Incentives for All Bond Insurance Could Contain the Debt Crisis
The euro zone debt crisis could be tackled by setting up a European state credit insurance system that could stop speculative assaults on high-debt nations, stabilize markets and retain an incentive for governments to cut their debt, writes Walther Otremba, a former top official in the German government.
Walther Otremba, 60, served successively as a senior official in the German economy, finance and defense ministries. He retired in March. He has written a guest commentary in SPIEGEL explaining his idea for a state credit insurance system that could help to tackle the euro crisis.
The current euro debt crisis was triggered by an increase in the yields on Greek, Spanish and Italian government bonds caused by the sudden realization that sovereign bonds issued by euro-zone member states weren't risk-free investments.
Jointly issued euro bonds could perhaps stabilize the situation, but they would destroy important incentives for governments to limit their borrowing. The current strategy for containing the crisis, modelled on the practices of the International Monetary Fund, consists of providing fresh credit and guarantees in return for pledges of strict austerity programs. But that system places nations in fiscal straitjackets and is out of keeping with the principle of national sovereignty.

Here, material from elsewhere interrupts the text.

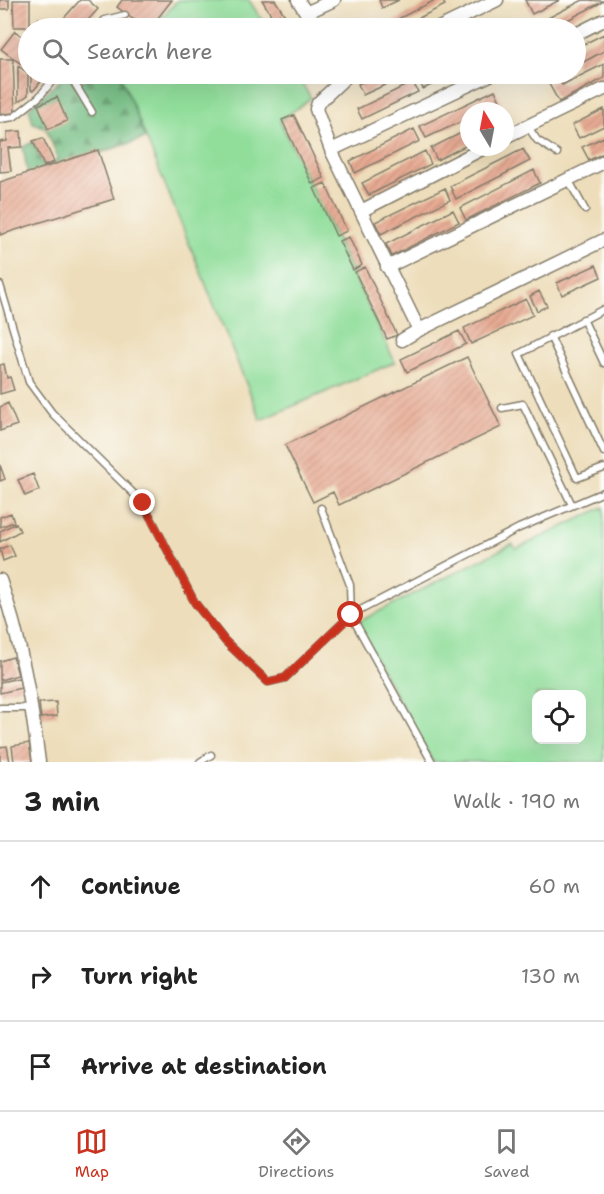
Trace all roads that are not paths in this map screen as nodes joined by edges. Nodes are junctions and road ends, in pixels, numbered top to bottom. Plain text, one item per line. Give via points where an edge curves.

Another possibility to contain the crisis would be the establishment of a state-run European credit insurance system. It would preserve the incentives provided by risk premiums on national governments bonds, would provide security for creditors and wouldn't burden stable countries more than absolutely necessary. The basic idea is that risk premiums for government bonds would be channelled into a guaranteed bond insurance system. For example, the purchaser of a bond issued by Italy would pay an annual insurance premium of 3.6 percent from his yield of 5.6 percent. In return, he would receive a secure bond with a slightly higher yield than that paid on a German bond.
Such a model could be introduced quickly, unlike the common economic government that many are now demanding for the euro zone. It would skim off the profits of the bond buyers and ensure that the rescue strategy is financed by those that caused the crisis through unstable fiscal policies and imprudent lending. That could increase the political acceptance of euro rescue measures in the countries that are providing assistance to high-debt nations.
The idea at first glance looks like a complicated version of the much-cited euro bond. In fact, there are two decisive differences. True, in the end, the community of all euro countries guarantees all insured government debt. But the countries wouldn't all pay the same interest rates -- instead, nations would pay according to their standing in the financial markets and according to the stability of their government finances.
The second difference is equally significant. Debtors and creditors would themselves pay for the (potential) insolvency themselves in advance.
Compared with today's situation, that could create lasting stability for the financial markets. As long as Europe still has the confidence of investors in its ability to repay all the bonds issued by euro-zone nations -- and that remains a fair assumption so far -- it would make no sense to speculate against individual nations whose bonds are insured. Constant discussion about whether a bailout fund is big enough, about the stability of banks with major bond holdings or about their amount of equity capital would become redundant.
Of course, the effectiveness of the model depends on the credibility of the guarantee pledge -- but this precondition must be met with all rescue operations. As a result, governments would continue to have to consolidate their finances, but they would be led and driven on by the pressure of their financing costs.
The sale of such bonds could generate major revenues. In the last three years investors in the euro zone have earned more than 100 billion ($136 billion) in risk premiums -- enough, for example to finance a Greek debt restructuring with a 30-percent haircut. Italy next year will borrow over 300 billion. The difference in yield between Italian and German bonds currently amounts to more than 3.5 percentage points. The insurance for Italy alone would generate revenue of some 10 billion in the first year.
If the entire outstanding credit of the euro zone were insured in the end, 1 percent credit insurance would generate some 80 billion in revenue per year. These funds could be used to compensate low-risk countries, to set up reserves and to pay dividends to countries that have made proven, fast progress in restoring their public finances to health.
The financial investors could of course continue to reject state insurance for their bonds. But that would only be an option for those that deliberately pursue risk strategies. Against the background of state insurance, it would be clear that unprotected securities would be the first affected if a government ran into trouble with its payments.
The model would be relatively easy to run. One would need an institution to set the premiums for insurance policies and to issue guarantees. Unlike with euro bonds, there would be no need for a pan-European borrowing strategy that would infringe the sovereignty of national parliaments. As a result, the system would be less at risk of running into constitutional objections in the individual member states.
The decisive advantage of the proposal lies in the transfer of the unspoken guarantee for state bonds into a cost-linked, explicit insurance. The insurance would remove the uncertainty by explicitly promising what would in any case be necessary for the future of the euro and for financial market stability: to guarantee that members of the euro zone will not go bankrupt.